Saturday, November 15, 2008
"Human Rights Rhetoric: Controversies, Conundrums, & Community Actions," Department of Communication, University of Pittsburgh, Sept. 30-Oct. 2, 2010.
A Call for Papers for the 22nd biennial Public Address Conference.
Human rights have been asserted, recognized, reaffirmed, and undermined around the globe. Yet what the expression, “human rights,” designates and ought to encompass has been, and will continue to be, the subject of international controversy. At a concrete level, “rights” have a paradoxical quality that renders them contingent on individual, communal, and national commitments and actions.

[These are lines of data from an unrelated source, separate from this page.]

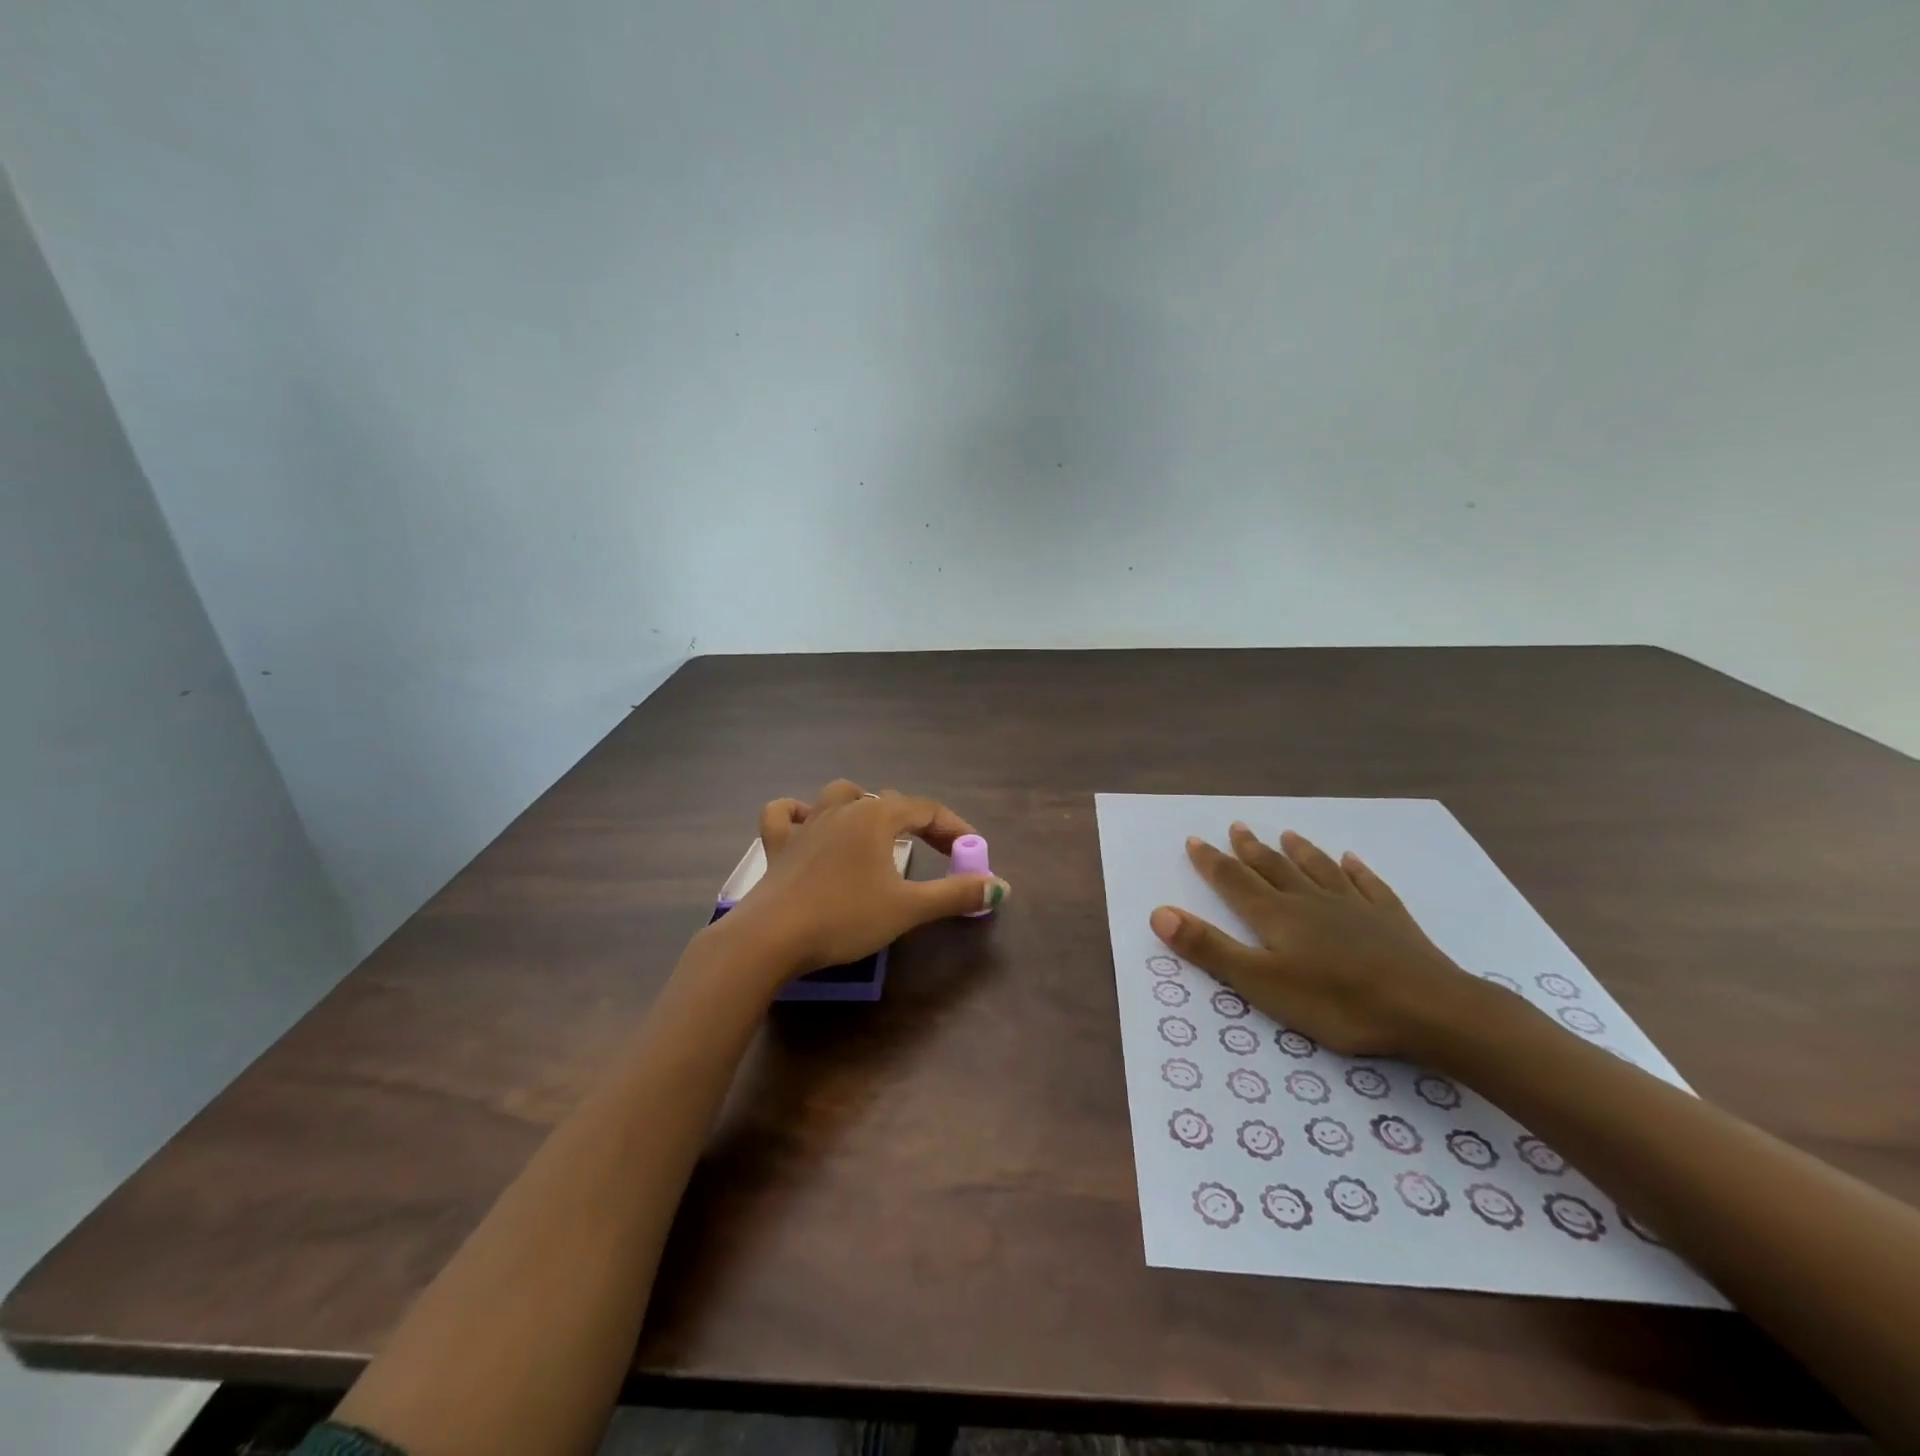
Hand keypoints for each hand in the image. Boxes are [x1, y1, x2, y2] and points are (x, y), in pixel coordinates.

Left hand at [718, 779, 1008, 980]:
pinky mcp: (777, 844)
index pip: (927, 810)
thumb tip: (1000, 886)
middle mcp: (843, 808)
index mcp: (877, 816)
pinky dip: (797, 813)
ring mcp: (806, 823)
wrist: (772, 937)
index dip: (955, 829)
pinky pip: (784, 814)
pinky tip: (806, 823)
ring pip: (840, 795)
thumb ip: (955, 894)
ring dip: (862, 806)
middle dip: (919, 823)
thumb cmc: (846, 917)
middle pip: (889, 802)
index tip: (973, 853)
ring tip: (875, 830)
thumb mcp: (908, 909)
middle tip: (938, 853)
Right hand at [1150, 823, 1480, 1057]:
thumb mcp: (1261, 983)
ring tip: (1287, 833)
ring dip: (1299, 851)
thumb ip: (1210, 948)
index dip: (1211, 861)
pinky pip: (1368, 885)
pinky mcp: (1391, 920)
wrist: (1429, 1009)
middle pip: (1274, 868)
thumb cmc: (1337, 1002)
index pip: (1234, 881)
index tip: (1194, 839)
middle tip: (1236, 826)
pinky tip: (1352, 860)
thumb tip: (1159, 912)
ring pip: (1318, 870)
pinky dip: (1356, 870)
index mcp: (1276, 916)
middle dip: (1251, 849)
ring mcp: (1354, 907)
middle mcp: (1310, 901)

Rights do not exist outside of their mutual recognition by selves and others, that is, outside of a reconciliation of individual wills in which people freely agree to act according to obligations that they simultaneously expect of others. Once constituted in recognition, human rights may come to compete with other rights that make similar claims to universal status. To take a simple example, as numerous twentieth-century public advocates have argued, the right to freedom of speech may come into conflict with the likewise compelling rights to security of person and equality.

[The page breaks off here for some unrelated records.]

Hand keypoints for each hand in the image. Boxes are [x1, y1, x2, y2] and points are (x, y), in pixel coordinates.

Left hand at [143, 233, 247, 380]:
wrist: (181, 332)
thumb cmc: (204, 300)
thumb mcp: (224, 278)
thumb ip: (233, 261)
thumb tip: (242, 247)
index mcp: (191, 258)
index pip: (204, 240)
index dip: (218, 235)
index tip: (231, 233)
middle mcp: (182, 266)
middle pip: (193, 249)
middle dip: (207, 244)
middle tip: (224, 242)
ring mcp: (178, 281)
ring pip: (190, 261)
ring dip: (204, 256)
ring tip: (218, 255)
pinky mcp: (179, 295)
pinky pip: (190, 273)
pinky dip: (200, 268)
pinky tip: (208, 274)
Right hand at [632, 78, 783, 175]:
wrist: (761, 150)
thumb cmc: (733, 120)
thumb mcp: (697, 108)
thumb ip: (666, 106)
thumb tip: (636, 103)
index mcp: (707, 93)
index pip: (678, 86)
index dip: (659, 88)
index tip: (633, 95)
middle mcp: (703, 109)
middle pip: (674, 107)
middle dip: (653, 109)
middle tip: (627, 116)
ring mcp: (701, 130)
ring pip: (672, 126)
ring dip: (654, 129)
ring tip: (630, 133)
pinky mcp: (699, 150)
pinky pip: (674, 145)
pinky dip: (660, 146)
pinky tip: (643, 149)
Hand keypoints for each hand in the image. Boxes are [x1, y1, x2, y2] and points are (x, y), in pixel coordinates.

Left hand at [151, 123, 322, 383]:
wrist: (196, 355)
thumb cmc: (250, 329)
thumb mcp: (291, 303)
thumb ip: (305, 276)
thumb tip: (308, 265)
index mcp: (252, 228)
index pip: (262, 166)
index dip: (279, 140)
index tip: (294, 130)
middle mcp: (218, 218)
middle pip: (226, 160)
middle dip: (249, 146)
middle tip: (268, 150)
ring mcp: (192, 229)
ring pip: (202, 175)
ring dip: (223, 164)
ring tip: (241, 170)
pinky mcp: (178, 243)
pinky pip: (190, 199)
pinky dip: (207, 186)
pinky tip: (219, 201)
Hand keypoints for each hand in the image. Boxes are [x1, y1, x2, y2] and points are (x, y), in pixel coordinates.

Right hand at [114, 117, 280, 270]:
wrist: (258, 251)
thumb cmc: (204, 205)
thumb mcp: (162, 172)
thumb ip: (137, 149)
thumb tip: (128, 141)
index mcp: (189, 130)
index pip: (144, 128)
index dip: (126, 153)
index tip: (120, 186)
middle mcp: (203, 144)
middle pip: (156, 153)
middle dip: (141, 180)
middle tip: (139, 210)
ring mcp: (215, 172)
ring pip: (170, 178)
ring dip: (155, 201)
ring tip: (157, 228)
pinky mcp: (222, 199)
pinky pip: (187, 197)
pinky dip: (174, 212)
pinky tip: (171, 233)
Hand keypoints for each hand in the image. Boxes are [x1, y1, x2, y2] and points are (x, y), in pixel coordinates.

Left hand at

There are other reasons why human rights may be the subject of controversy. The security of any particular right requires sufficient resources for securing its enforcement and actualization. The finitude of resources and the (potential) lack of consensus on how to distribute them means that disputes about which rights are “more important” are sure to erupt. Moreover, material conditions and power arrangements can provide substantial restraints on the rhetorical situations in which rights are asserted. Another reason why human rights engender controversy has to do with the term’s wide scope: in some situations, a narrower focus may be more appropriate. On the scale of a sovereign nation governed by law, for example, we may speak of civil or constitutional rights. A focus on health and safety may warrant advocacy under the rubric of environmental rights, whereas an interest in economic and social welfare may require such rubrics as social, economic, or cultural rights. We may also note the way in which systematic violations of the rights of members of a particular identifiable group may occasion the establishment of rights formally tied to group identity—e.g, ethnic, cultural, or national identity. Finally, we could note the increasing imbrications of the human, non-human, and artificial parts, which raise the question of whether human rights, itself, as a concept, may reach its limit in the face of certain medical technological developments and practices.
The fact that “human rights” is a locus of ongoing controversy is especially evident within the history of public address and rhetoric. We bring specific rights into focus when we talk about them; or more specifically, when we address them before audiences or publics willing to consider, recognize, support, enact, enforce, or undermine and deny them. The theme of the conference invites discussion of how human rights are addressed in political, legal, social, economic, and other contexts. The scope of the discussion will include past, present, and future public address concerning human rights within the United States and internationally, considering both descriptive and critical dimensions. Relevant questions would include how to identify a corpus of human rights rhetoric that should be cultivated, expanded, or revised; what implications the recent online technologies carry for the articulation, defense, or constriction of rights; what changes globalization brings to the discourse of rights; what pressures global economic changes put on workers’ and immigrants’ rights; recent governmental incursions into Constitutionally protected rights in the US; the limits and possibilities of applying one nation’s successful human rights rhetoric to another’s; the place for articulating and defending human rights under the encroaching pressures of corporatization; the questions raised about universality, given differences of race, gender, ethnicity, and more; and what emerging trends should be watched and studied by members of our scholarly community.